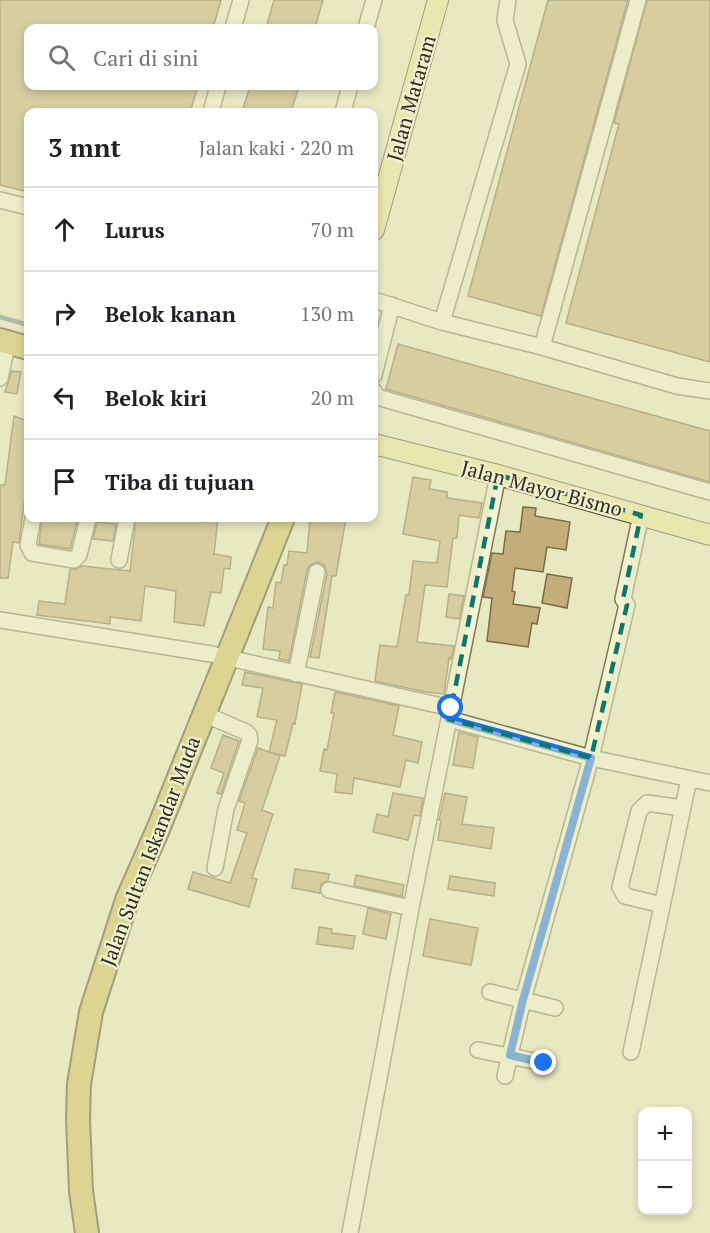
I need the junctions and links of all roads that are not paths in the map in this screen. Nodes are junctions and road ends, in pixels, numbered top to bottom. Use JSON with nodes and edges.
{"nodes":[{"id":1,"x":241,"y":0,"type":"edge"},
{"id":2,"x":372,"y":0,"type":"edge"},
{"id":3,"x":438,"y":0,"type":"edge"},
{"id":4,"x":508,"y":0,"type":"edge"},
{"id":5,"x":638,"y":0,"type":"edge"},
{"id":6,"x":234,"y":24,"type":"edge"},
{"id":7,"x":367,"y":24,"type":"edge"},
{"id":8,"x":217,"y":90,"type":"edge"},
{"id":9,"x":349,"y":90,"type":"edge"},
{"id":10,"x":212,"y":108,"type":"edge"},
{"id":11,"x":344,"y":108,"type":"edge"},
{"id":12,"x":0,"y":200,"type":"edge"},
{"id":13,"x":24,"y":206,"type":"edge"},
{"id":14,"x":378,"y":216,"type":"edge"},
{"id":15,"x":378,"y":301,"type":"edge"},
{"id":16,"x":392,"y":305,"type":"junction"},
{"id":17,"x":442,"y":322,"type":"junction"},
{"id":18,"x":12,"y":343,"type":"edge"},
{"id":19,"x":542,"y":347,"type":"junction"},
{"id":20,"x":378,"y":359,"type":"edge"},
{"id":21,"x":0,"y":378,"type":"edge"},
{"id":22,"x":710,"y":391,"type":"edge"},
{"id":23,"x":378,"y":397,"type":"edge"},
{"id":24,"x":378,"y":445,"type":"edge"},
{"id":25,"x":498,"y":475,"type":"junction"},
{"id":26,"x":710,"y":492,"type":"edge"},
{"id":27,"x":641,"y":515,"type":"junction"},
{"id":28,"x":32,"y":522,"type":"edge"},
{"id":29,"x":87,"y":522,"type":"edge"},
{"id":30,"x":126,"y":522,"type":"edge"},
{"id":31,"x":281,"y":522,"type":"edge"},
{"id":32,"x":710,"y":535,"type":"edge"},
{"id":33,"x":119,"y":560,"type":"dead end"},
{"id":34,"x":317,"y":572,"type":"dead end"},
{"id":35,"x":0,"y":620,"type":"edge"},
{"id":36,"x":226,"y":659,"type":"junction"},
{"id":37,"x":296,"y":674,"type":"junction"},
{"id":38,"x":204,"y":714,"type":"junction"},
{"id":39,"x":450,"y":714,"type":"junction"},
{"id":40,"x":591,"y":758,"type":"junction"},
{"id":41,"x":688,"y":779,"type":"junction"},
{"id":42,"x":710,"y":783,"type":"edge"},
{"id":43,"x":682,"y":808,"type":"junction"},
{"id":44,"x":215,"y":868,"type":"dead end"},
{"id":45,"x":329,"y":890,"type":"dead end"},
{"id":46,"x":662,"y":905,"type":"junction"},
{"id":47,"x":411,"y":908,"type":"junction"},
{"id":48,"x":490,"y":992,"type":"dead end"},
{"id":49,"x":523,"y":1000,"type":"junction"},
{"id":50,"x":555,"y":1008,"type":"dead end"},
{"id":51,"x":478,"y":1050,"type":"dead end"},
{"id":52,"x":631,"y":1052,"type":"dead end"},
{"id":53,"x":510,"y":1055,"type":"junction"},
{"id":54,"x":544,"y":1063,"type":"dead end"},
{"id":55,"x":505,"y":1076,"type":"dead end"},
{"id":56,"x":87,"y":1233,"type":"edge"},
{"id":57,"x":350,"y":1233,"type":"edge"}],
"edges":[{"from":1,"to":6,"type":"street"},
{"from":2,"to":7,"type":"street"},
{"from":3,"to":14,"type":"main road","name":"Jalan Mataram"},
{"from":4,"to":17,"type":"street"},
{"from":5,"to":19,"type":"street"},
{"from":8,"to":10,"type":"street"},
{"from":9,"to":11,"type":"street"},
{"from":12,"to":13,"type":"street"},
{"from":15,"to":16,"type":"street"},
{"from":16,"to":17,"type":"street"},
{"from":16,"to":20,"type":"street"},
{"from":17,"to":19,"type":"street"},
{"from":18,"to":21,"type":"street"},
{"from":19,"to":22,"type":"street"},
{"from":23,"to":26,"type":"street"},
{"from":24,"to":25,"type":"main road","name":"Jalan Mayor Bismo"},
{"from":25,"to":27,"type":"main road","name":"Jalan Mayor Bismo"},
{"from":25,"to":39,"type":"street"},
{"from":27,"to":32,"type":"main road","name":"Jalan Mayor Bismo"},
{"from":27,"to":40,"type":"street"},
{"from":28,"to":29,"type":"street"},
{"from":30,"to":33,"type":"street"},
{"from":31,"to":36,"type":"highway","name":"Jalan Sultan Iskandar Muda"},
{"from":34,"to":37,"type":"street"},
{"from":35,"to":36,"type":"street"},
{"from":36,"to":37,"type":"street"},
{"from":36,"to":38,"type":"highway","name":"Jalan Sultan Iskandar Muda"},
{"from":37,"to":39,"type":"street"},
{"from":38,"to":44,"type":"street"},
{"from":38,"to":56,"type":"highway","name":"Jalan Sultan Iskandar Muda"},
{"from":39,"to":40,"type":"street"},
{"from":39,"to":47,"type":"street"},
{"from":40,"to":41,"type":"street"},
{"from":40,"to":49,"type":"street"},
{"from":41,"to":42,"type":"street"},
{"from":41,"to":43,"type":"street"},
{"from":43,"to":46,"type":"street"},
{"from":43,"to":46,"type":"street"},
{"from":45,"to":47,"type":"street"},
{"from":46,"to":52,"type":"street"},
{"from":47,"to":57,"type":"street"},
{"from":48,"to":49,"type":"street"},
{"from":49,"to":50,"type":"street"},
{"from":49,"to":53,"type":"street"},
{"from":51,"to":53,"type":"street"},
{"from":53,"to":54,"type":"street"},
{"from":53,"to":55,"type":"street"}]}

Problem to solve: Copy every record exactly; no pictures.

Written answer:
I need the junctions and links of all roads that are not paths in the map in this screen. Nodes are junctions and road ends, in pixels, numbered top to bottom. Use JSON with nodes and edges.
{"nodes":[{"id":1,"x":241,"y":0,"type":"edge"},
{"id":2,"x":372,"y":0,"type":"edge"},
{"id":3,"x":438,"y":0,"type":"edge"},
{"id":4,"x":508,"y":0,"type":"edge"},
{"id":5,"x":638,"y":0,"type":"edge"},
{"id":6,"x":234,"y":24,"type":"edge"},
{"id":7,"x":367,"y":24,"type":"edge"},
{"id":8,"x":217,"y":90,"type":"edge"},
{"id":9,"x":349,"y":90,"type":"edge"},
{"id":10,"x":212,"y":108,"type":"edge"},
{"id":11,"x":344,"y":108,"type":"edge"},
{"id":12,"x":0,"y":200,"type":"edge"},
{"id":13,"x":24,"y":206,"type":"edge"},
{"id":14,"x":378,"y":216,"type":"edge"},
{"id":15,"x":378,"y":301,"type":"edge"},
{"id":16,"x":392,"y":305,"type":"junction"},
{"id":17,"x":442,"y":322,"type":"junction"},
{"id":18,"x":12,"y":343,"type":"edge"},
{"id":19,"x":542,"y":347,"type":"junction"},
{"id":20,"x":378,"y":359,"type":"edge"},
{"id":21,"x":0,"y":378,"type":"edge"},
{"id":22,"x":710,"y":391,"type":"edge"},
{"id":23,"x":378,"y":397,"type":"edge"},
{"id":24,"x":378,"y":445,"type":"edge"},
{"id":25,"x":498,"y":475,"type":"junction"},
{"id":26,"x":710,"y":492,"type":"edge"},
{"id":27,"x":641,"y":515,"type":"junction"},
{"id":28,"x":32,"y":522,"type":"edge"},
{"id":29,"x":87,"y":522,"type":"edge"},
{"id":30,"x":126,"y":522,"type":"edge"},
{"id":31,"x":281,"y":522,"type":"edge"},
{"id":32,"x":710,"y":535,"type":"edge"},
{"id":33,"x":119,"y":560,"type":"dead end"},
{"id":34,"x":317,"y":572,"type":"dead end"},
{"id":35,"x":0,"y":620,"type":"edge"},
{"id":36,"x":226,"y":659,"type":"junction"},
{"id":37,"x":296,"y":674,"type":"junction"},
{"id":38,"x":204,"y":714,"type":"junction"},
{"id":39,"x":450,"y":714,"type":"junction"},
{"id":40,"x":591,"y":758,"type":"junction"},
{"id":41,"x":688,"y":779,"type":"junction"},
{"id":42,"x":710,"y":783,"type":"edge"},
{"id":43,"x":682,"y":808,"type":"junction"},
{"id":44,"x":215,"y":868,"type":"dead end"},
{"id":45,"x":329,"y":890,"type":"dead end"},
{"id":46,"x":662,"y":905,"type":"junction"},
{"id":47,"x":411,"y":908,"type":"junction"},
{"id":48,"x":490,"y":992,"type":"dead end"},
{"id":49,"x":523,"y":1000,"type":"junction"},
{"id":50,"x":555,"y":1008,"type":"dead end"},
{"id":51,"x":478,"y":1050,"type":"dead end"},
{"id":52,"x":631,"y":1052,"type":"dead end"},
{"id":53,"x":510,"y":1055,"type":"junction"},
{"id":54,"x":544,"y":1063,"type":"dead end"},
{"id":55,"x":505,"y":1076,"type":"dead end"},
{"id":56,"x":87,"y":1233,"type":"edge"},
{"id":57,"x":350,"y":1233,"type":"edge"}],
"edges":[{"from":1,"to":6,"type":"street"},
{"from":2,"to":7,"type":"street"},
{"from":3,"to":14,"type":"main road","name":"Jalan Mataram"},
{"from":4,"to":17,"type":"street"},
{"from":5,"to":19,"type":"street"},
{"from":8,"to":10,"type":"street"},
{"from":9,"to":11,"type":"street"},
{"from":12,"to":13,"type":"street"},
{"from":15,"to":16,"type":"street"},
{"from":16,"to":17,"type":"street"},
{"from":16,"to":20,"type":"street"},
{"from":17,"to":19,"type":"street"},
{"from":18,"to":21,"type":"street"},
{"from":19,"to":22,"type":"street"},
{"from":23,"to":26,"type":"street"},
{"from":24,"to":25,"type":"main road","name":"Jalan Mayor Bismo"},
{"from":25,"to":27,"type":"main road","name":"Jalan Mayor Bismo"},
{"from":25,"to":39,"type":"street"},
{"from":27,"to":32,"type":"main road","name":"Jalan Mayor Bismo"},
{"from":27,"to":40,"type":"street"},
{"from":28,"to":29,"type":"street"},
{"from":30,"to":33,"type":"street"},
{"from":31,"to":36,"type":"highway","name":"Jalan Sultan Iskandar Muda"},
{"from":34,"to":37,"type":"street"},
{"from":35,"to":36,"type":"street"},
{"from":36,"to":37,"type":"street"},
{"from":36,"to":38,"type":"highway","name":"Jalan Sultan Iskandar Muda"},
{"from":37,"to":39,"type":"street"},
{"from":38,"to":44,"type":"street"},
{"from":38,"to":56,"type":"highway","name":"Jalan Sultan Iskandar Muda"},
{"from":39,"to":40,"type":"street"},
{"from":39,"to":47,"type":"street"},
{"from":40,"to":41,"type":"street"},
{"from":40,"to":49,"type":"street"},
{"from":41,"to":42,"type":"street"},
{"from":41,"to":43,"type":"street"},
{"from":43,"to":46,"type":"street"},
{"from":43,"to":46,"type":"street"},
{"from":45,"to":47,"type":"street"},
{"from":46,"to":52,"type":"street"},
{"from":47,"to":57,"type":"street"},
{"from":48,"to":49,"type":"street"},
{"from":49,"to":50,"type":"street"},
{"from":49,"to":53,"type":"street"},
{"from":51,"to":53,"type":"street"},
{"from":53,"to":54,"type":"street"},
{"from":53,"to":55,"type":"street"}]}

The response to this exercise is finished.